Il vero problema è che la posizione tradizionale degli Stati Uniti sul dossier Taiwan-Cina posa su basi storiche ormai logore. Gli Usa hanno riconosciuto la Repubblica Popolare cinese nel 1979. In quello stesso anno, nasce la «dottrina della strategica ambiguità», fissata in una legge che prevede, tra l’altro, la fornitura di armi e la difesa dell’Isola. La strategia di Xi Jinping mette in crisi questo schema, perché, alla fine costringerebbe Washington a scegliere tra la difesa di Taiwan e la guerra, più o meno «fredda» con la Cina.

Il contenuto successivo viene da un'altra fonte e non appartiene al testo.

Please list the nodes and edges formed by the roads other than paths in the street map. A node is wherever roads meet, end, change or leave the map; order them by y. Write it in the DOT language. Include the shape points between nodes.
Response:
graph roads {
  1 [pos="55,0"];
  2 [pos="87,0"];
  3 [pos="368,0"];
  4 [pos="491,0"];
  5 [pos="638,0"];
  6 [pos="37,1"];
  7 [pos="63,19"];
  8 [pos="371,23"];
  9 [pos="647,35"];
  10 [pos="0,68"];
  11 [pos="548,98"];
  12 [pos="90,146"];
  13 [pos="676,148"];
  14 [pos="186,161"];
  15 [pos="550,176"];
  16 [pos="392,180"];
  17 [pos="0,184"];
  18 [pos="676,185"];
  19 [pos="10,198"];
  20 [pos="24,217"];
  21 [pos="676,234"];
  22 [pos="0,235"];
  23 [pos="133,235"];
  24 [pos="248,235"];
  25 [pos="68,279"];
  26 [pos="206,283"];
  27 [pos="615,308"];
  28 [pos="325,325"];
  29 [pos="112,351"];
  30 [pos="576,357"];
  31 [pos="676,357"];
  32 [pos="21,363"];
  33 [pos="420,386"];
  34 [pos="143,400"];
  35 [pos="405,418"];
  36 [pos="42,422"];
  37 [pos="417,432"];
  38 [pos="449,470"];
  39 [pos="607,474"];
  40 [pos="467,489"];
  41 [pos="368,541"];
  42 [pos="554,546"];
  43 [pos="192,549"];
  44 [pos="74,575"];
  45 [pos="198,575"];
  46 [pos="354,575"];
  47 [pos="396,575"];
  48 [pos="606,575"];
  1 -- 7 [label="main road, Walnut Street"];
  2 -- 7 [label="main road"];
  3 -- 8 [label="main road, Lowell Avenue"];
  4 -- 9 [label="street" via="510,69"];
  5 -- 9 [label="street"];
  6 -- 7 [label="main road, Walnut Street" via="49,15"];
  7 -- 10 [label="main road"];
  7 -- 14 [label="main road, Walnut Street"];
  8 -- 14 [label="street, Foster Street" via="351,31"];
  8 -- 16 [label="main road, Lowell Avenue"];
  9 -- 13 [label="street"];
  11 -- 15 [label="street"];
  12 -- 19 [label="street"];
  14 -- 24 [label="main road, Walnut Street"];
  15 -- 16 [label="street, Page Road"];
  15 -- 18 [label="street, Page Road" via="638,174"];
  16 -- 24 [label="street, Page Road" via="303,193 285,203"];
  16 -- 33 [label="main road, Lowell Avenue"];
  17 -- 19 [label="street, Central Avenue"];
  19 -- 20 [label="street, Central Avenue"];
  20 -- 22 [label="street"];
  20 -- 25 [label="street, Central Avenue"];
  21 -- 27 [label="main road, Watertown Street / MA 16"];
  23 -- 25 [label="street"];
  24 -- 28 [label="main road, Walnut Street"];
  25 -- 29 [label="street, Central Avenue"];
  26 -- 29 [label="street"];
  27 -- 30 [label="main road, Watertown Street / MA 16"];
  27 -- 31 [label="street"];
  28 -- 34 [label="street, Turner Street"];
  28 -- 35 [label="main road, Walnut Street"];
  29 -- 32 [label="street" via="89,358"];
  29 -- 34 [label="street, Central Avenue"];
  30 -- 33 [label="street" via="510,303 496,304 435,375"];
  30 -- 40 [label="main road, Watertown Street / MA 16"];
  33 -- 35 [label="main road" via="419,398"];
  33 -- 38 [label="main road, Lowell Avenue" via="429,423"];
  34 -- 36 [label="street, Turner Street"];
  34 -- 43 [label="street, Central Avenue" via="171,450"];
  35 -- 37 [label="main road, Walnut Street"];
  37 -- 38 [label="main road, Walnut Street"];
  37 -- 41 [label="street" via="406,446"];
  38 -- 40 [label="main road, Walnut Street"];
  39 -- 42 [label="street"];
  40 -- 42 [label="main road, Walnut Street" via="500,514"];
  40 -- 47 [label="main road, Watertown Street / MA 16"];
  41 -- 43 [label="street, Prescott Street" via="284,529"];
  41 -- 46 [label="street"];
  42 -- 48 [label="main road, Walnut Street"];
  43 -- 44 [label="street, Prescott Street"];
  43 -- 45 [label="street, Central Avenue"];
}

A Baltimora il presidente americano è stato «tranchant». Ma l’economia, la politica e anche l’establishment militare non sono compatti. Taipei è sicuramente fondamentale per il sistema produttivo. Con i coreani di Samsung è il fornitore principale dei semiconduttori, essenziali per le applicazioni elettroniche usata dalle industrie principali, dai computer alle auto. Inoltre Taiwan è il decimo mercato per le esportazioni Usa. Tuttavia per le imprese americane è impensabile rinunciare a tutto ciò che rappresenta la Cina, in termini di mercato e di delocalizzazione della produzione. Le lobby industriali, quindi, difendono lo status quo e certamente non hanno apprezzato la battuta di Biden.
Molto prudenti anche i generali del Pentagono, pur mantenendo lo stato di allerta nelle basi dell’area, a Okinawa e a Guam.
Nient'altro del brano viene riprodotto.